Chare Arrays: Design Exercise

Data Balancing:

Assume you have a 1D chare array A. Each chare (say A[i]) in it holds a vector of numbers. The size of this vector is different on different chares (say sizei on A[i]). Your task is to equalize the load on all processors by exchanging the numbers. It is not necessary to do minimal data movement, but it is desirable. The balance at the end needs to be almost exact. If there are a total of N numbers, and v chares, there should be between floor (N/v): ceil(N/v) items on each chare. Note that the only way to send information to another chare is by sending an (entry) method invocation to it.

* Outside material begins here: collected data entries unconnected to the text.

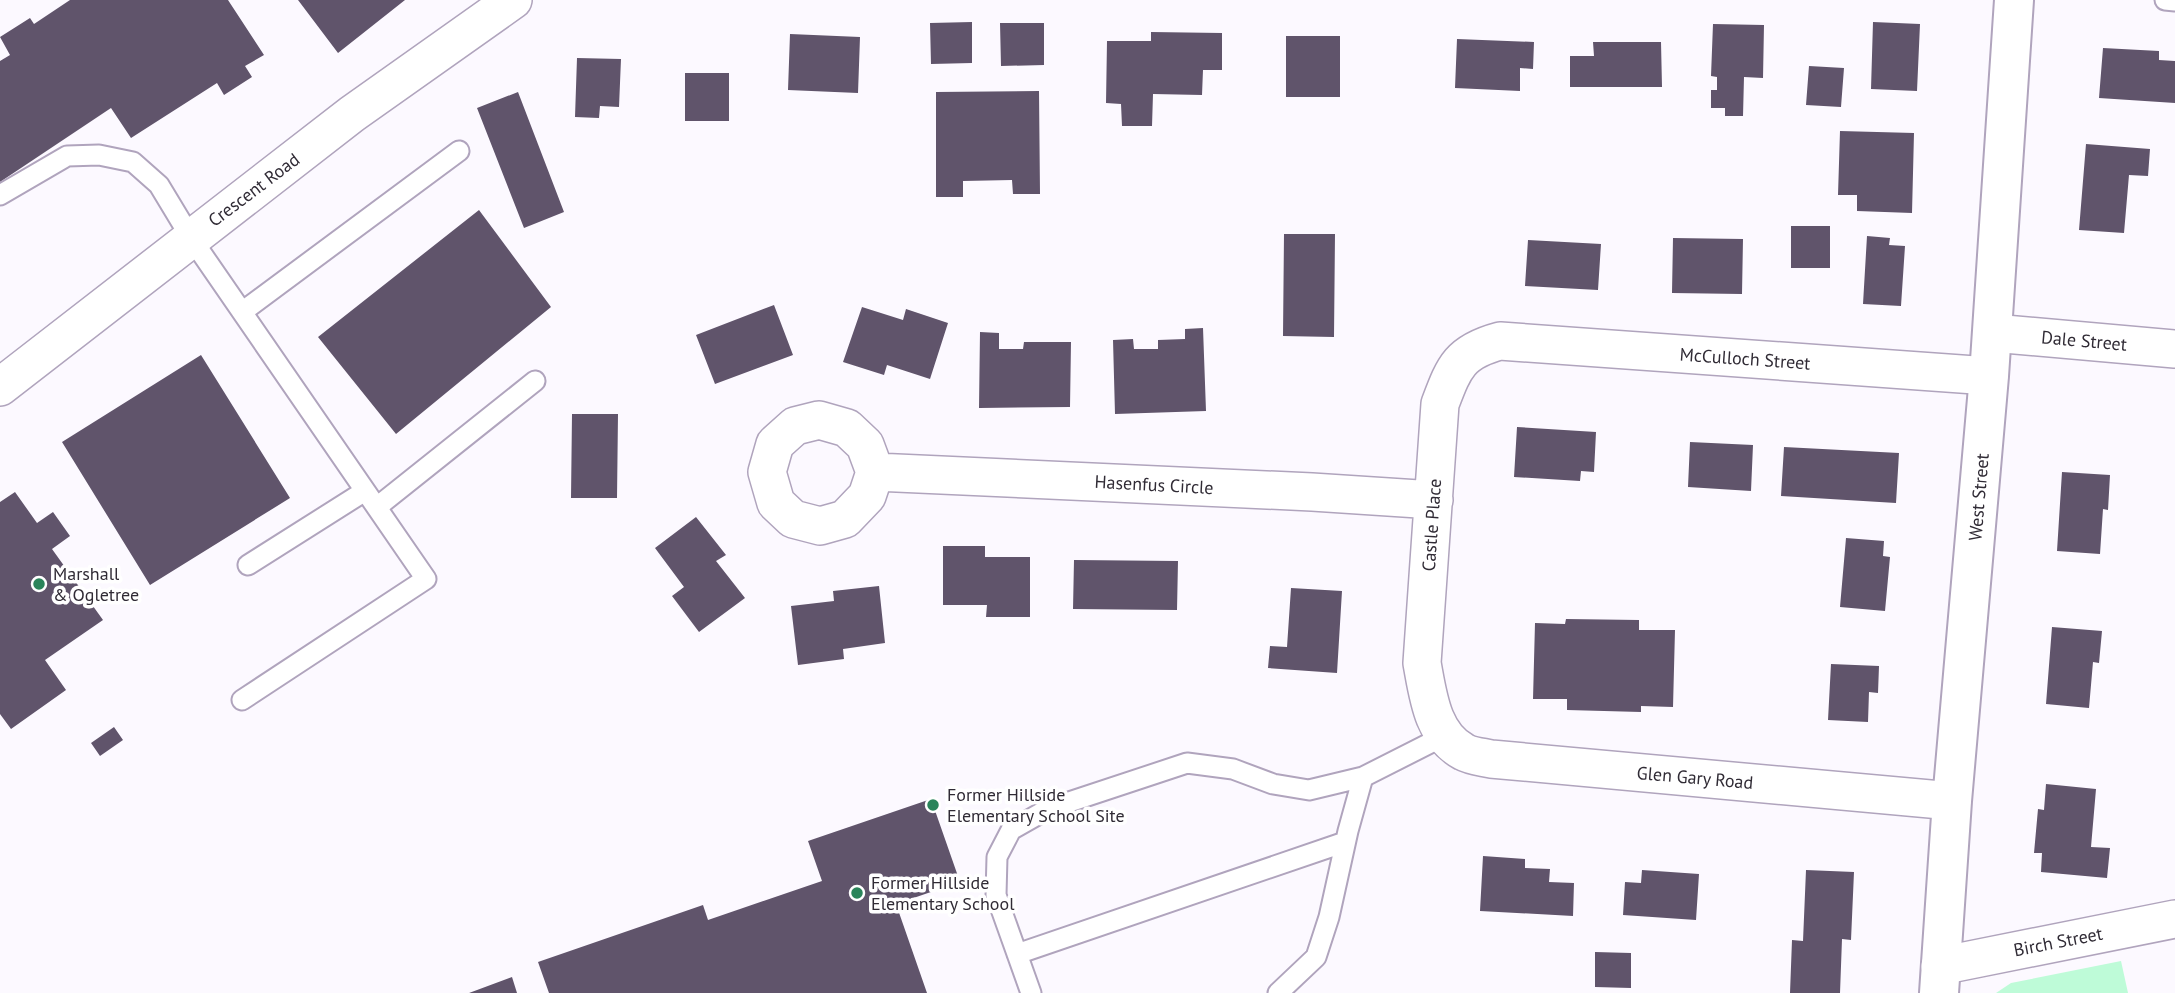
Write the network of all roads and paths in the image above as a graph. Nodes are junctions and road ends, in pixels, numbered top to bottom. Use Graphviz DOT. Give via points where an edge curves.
graph roads {
  1 [pos="513,0"];
  2 [pos="2014,0"];
  3 [pos="2165,0"];
  4 [pos="2175,1"];
  5 [pos="459,151"];
  6 [pos="0,195"];
  7 [pos="191,238"];
  8 [pos="242,312"];
  9 [pos="1993,333"];
  10 [pos="1500,341"];
  11 [pos="2175,349"];
  12 [pos="1989,376"];
  13 [pos="535,381"];
  14 [pos="0,387"];
  15 [pos="874,472"];
  16 [pos="371,499"];
  17 [pos="1434,500"];
  18 [pos="248,565"];
  19 [pos="242,700"];
  20 [pos="1444,736"];
  21 [pos="1363,777"];
  22 [pos="1952,800"];
  23 [pos="1345,842"];
  24 [pos="2175,919"];
  25 [pos="1017,954"];
  26 [pos="1940,979"];
  27 [pos="1031,993"];
  28 [pos="1279,993"];
  1 -- 7 [label="street, Crescent Road" via="352,114"];
  2 -- 9 [label="street, West Street"];
  3 -- 4 [label="lane"];
  5 -- 8 [label="lane"];
  6 -- 7 [label="lane" via="67,156 99,155 133,162 159,185"];
  7 -- 8 [label="lane"];
  7 -- 14 [label="street, Crescent Road"];
  8 -- 16 [label="lane"];
  9 -- 11 [label="street, Dale Street"];
  9 -- 12 [label="street, West Street"];
  10 -- 12 [label="street, McCulloch Street"];
  10 -- 17 [label="street, Castle Place" via="1479,346 1462,359 1450,377 1440,404"];
  12 -- 22 [label="street, West Street"];
  13 -- 16 [label="lane"];
  15 -- 17 [label="street, Hasenfus Circle"];
  16 -- 18 [label="lane"];
  16 -- 19 [label="lane" via="426,579"];
  17 -- 20 [label="street, Castle Place" via="1422,663 1430,702"];
  20 -- 21 [label="lane"];
  20 -- 22 [label="street, Glen Gary Road" via="1464,752 1491,759"];
  21 -- 23 [label="lane"];
  21 -- 25 [label="lane" via="1309,790 1273,784 1233,769 1188,763 1048,809 1011,830 997,857 996,895"];
  22 -- 26 [label="street, West Street"];
  23 -- 25 [label="lane"];
  23 -- 28 [label="lane" via="1316,957"];
  24 -- 26 [label="street, Birch Street"];
  25 -- 27 [label="lane"];
}
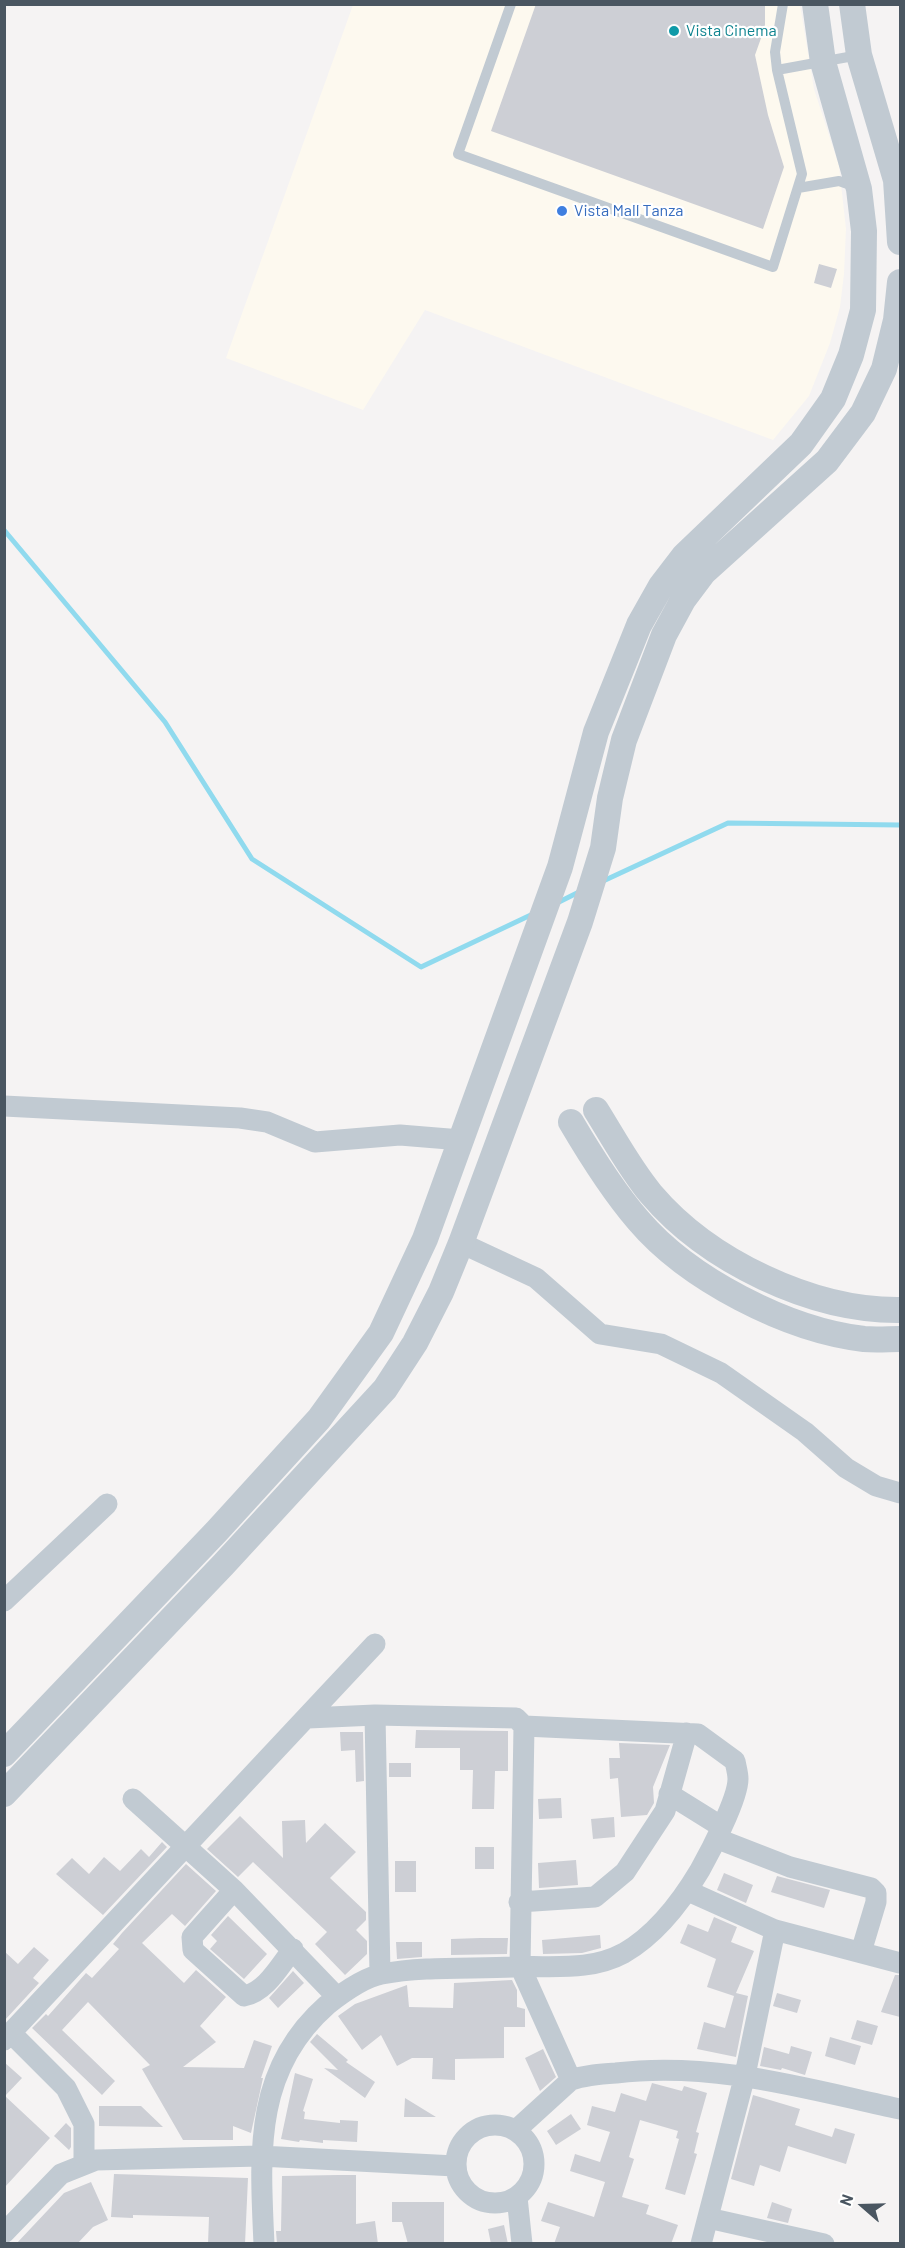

There are many distinct algorithms possible. Sketch the alternatives without coding them, and write cost estimates for them. Keep in mind that the simplest (i.e. approximate) cost model in Charm++: entry methods invocation's cost \alpha + n . {\beta}, where α is a fixed cost, and β is a per-byte cost. For the sake of intuition, you may assume α is about a thousand times larger than β, say a microsecond vs a nanosecond. Reductions and broadcasts of size N data on P processors cost \alpha log (P) + N \beta. Keep in mind that many (but not all) of the algorithms for this problem have two phases: first phase to identify who should send how many numbers to whom, and second to actually do the data exchange. Make sure to write your time estimates for both phases. Compare two of the interesting algorithms in terms of cost, performance tradeoffs if any (e.g. is each algorithm better in different scenarios), scalability and coding complexity. By scalability, here, we mean how well the algorithm behaves with a large number of chares and/or a large number of physical processors.